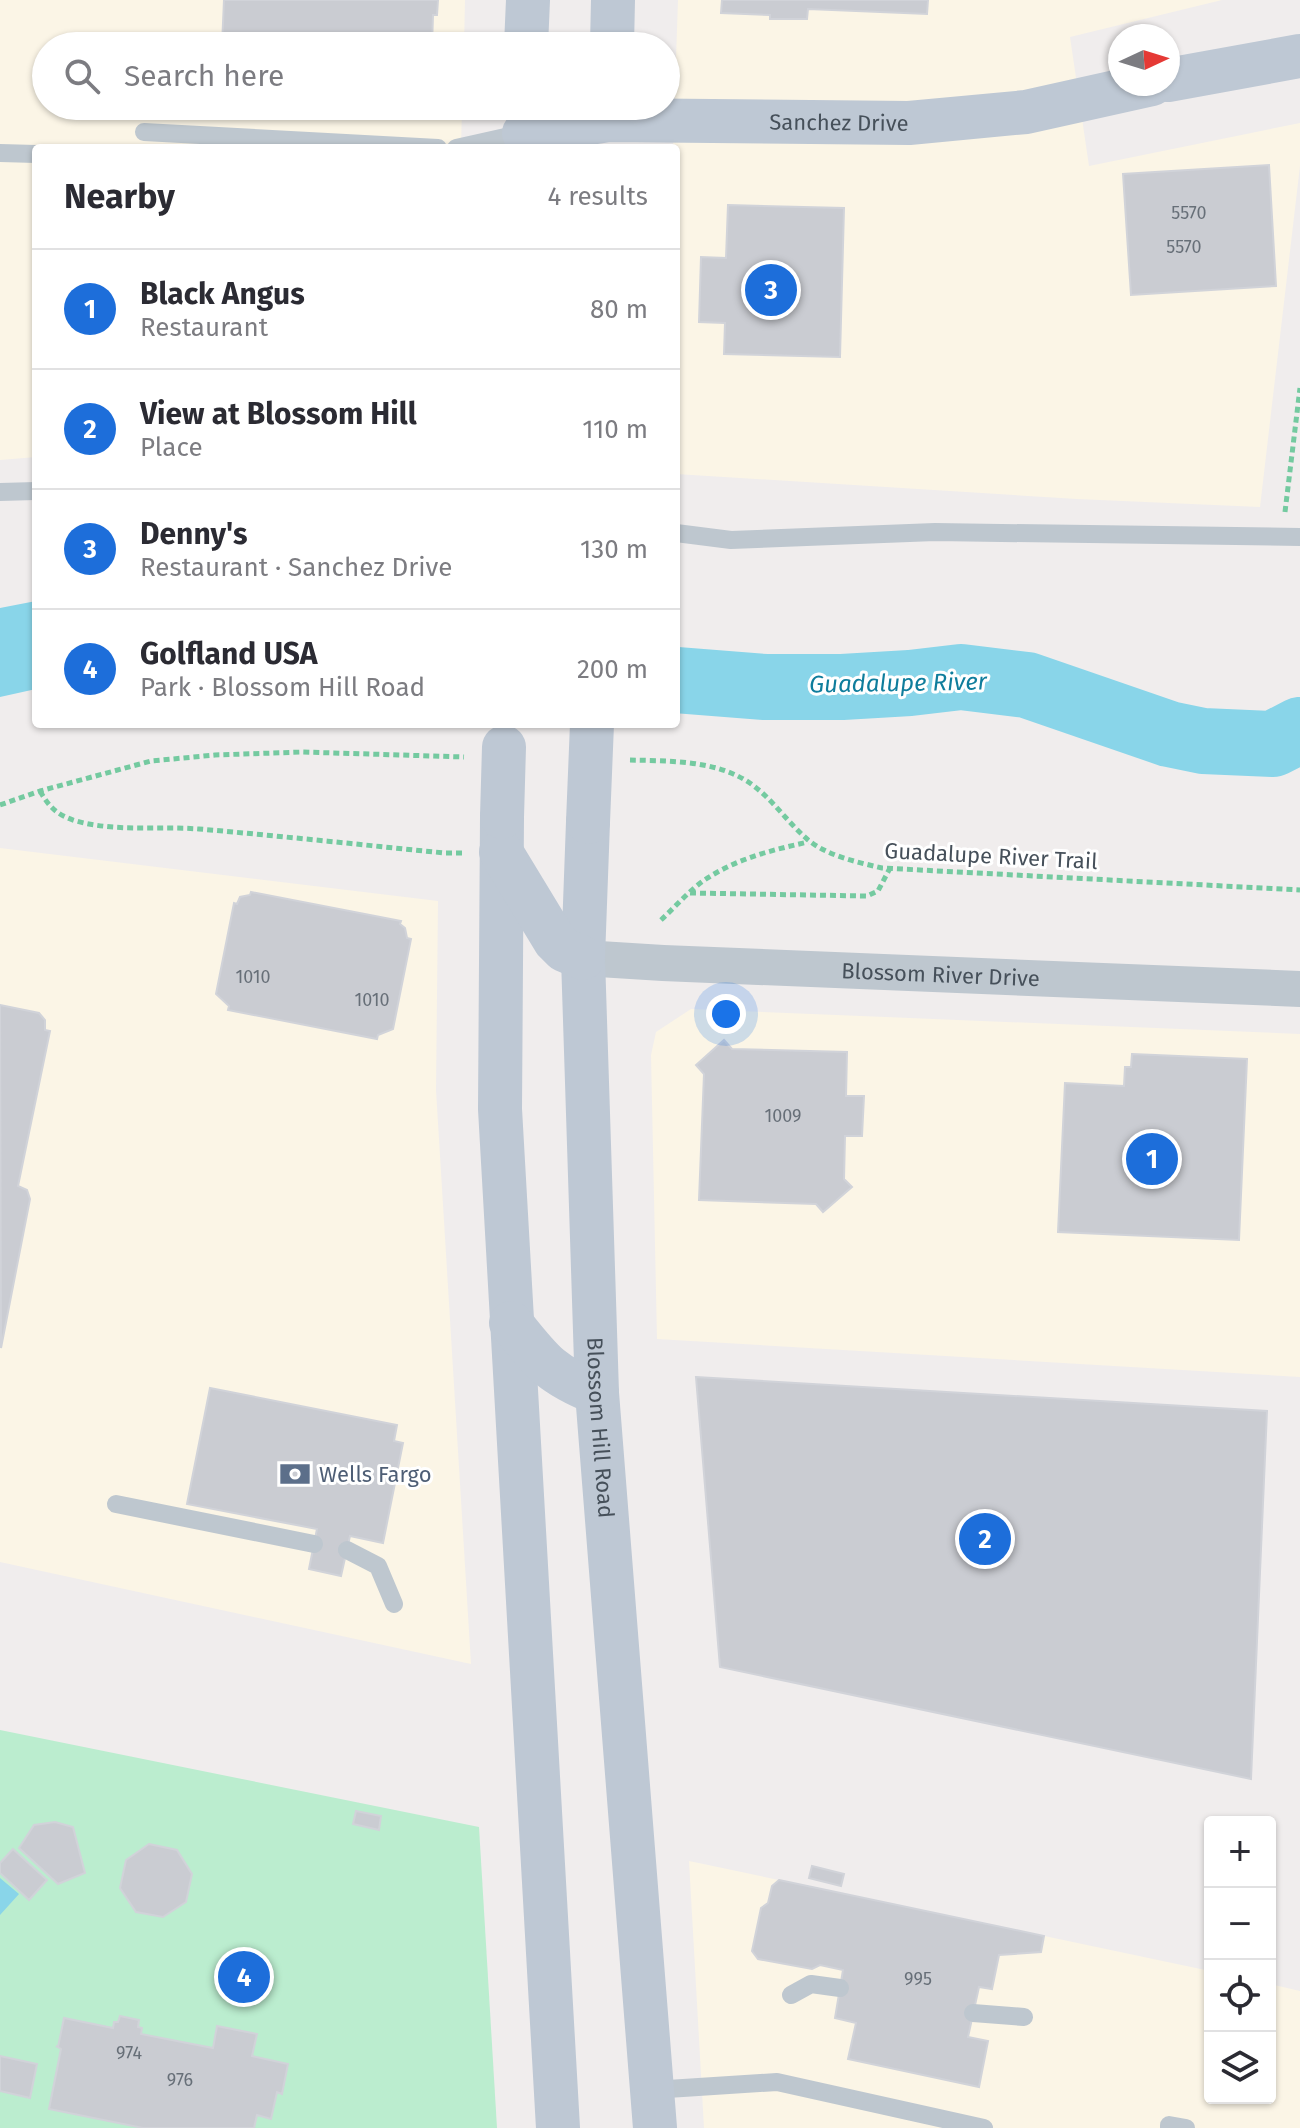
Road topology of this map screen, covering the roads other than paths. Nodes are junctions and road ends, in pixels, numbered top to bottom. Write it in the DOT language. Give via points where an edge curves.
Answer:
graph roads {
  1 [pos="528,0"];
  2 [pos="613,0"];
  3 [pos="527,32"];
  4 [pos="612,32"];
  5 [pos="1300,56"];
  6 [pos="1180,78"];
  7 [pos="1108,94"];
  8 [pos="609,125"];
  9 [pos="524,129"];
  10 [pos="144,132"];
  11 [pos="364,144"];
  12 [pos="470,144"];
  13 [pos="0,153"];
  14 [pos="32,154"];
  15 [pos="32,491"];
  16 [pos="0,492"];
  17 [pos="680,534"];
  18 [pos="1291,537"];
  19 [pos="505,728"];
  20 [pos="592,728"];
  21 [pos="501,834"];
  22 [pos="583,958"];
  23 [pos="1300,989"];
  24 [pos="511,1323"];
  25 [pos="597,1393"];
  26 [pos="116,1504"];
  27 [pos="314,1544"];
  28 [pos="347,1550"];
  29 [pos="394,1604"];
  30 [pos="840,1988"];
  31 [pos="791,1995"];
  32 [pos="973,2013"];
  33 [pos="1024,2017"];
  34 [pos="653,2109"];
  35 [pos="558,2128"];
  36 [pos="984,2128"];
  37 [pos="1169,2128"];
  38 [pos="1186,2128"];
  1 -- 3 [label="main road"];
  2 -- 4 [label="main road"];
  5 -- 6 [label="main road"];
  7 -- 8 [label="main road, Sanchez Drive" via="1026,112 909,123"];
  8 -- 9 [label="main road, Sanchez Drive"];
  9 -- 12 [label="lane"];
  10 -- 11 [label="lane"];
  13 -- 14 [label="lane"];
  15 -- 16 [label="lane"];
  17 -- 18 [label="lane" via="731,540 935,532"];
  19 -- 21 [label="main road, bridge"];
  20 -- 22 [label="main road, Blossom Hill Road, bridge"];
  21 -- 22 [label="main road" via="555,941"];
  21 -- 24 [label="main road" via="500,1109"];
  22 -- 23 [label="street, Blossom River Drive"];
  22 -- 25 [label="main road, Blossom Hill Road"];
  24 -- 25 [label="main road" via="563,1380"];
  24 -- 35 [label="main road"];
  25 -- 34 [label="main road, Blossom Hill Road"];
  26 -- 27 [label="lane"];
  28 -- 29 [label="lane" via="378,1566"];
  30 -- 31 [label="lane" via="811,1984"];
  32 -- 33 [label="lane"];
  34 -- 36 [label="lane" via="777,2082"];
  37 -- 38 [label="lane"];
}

**Assignment**
For your answer, write out the data exactly and drop every picture.

**Task answer**
Road topology of this map screen, covering the roads other than paths. Nodes are junctions and road ends, in pixels, numbered top to bottom. Write it in the DOT language. Give via points where an edge curves.
Answer:
graph roads {
  1 [pos="528,0"];
  2 [pos="613,0"];
  3 [pos="527,32"];
  4 [pos="612,32"];
  5 [pos="1300,56"];
  6 [pos="1180,78"];
  7 [pos="1108,94"];
  8 [pos="609,125"];
  9 [pos="524,129"];
  10 [pos="144,132"];
  11 [pos="364,144"];
  12 [pos="470,144"];
  13 [pos="0,153"];
  14 [pos="32,154"];
  15 [pos="32,491"];
  16 [pos="0,492"];
  17 [pos="680,534"];
  18 [pos="1291,537"];
  19 [pos="505,728"];
  20 [pos="592,728"];
  21 [pos="501,834"];
  22 [pos="583,958"];
  23 [pos="1300,989"];
  24 [pos="511,1323"];
  25 [pos="597,1393"];
  26 [pos="116,1504"];
  27 [pos="314,1544"];
  28 [pos="347,1550"];
  29 [pos="394,1604"];
  30 [pos="840,1988"];
  31 [pos="791,1995"];
  32 [pos="973,2013"];
  33 [pos="1024,2017"];
  34 [pos="653,2109"];
  35 [pos="558,2128"];
  36 [pos="984,2128"];
  37 [pos="1169,2128"];
  38 [pos="1186,2128"];
  1 -- 3 [label="main road"];
  2 -- 4 [label="main road"];
  5 -- 6 [label="main road"];
  7 -- 8 [label="main road, Sanchez Drive" via="1026,112 909,123"];
  8 -- 9 [label="main road, Sanchez Drive"];
  9 -- 12 [label="lane"];
  10 -- 11 [label="lane"];
  13 -- 14 [label="lane"];
  15 -- 16 [label="lane"];
  17 -- 18 [label="lane" via="731,540 935,532"];
  19 -- 21 [label="main road, bridge"];
  20 -- 22 [label="main road, Blossom Hill Road, bridge"];
  21 -- 22 [label="main road" via="555,941"];
  21 -- 24 [label="main road" via="500,1109"];
  22 -- 23 [label="street, Blossom River Drive"];
  22 -- 25 [label="main road, Blossom Hill Road"];
  24 -- 25 [label="main road" via="563,1380"];
  24 -- 35 [label="main road"];
  25 -- 34 [label="main road, Blossom Hill Road"];
  26 -- 27 [label="lane"];
  28 -- 29 [label="lane" via="378,1566"];
  30 -- 31 [label="lane" via="811,1984"];
  32 -- 33 [label="lane"];
  34 -- 36 [label="lane" via="777,2082"];
  37 -- 38 [label="lane"];
}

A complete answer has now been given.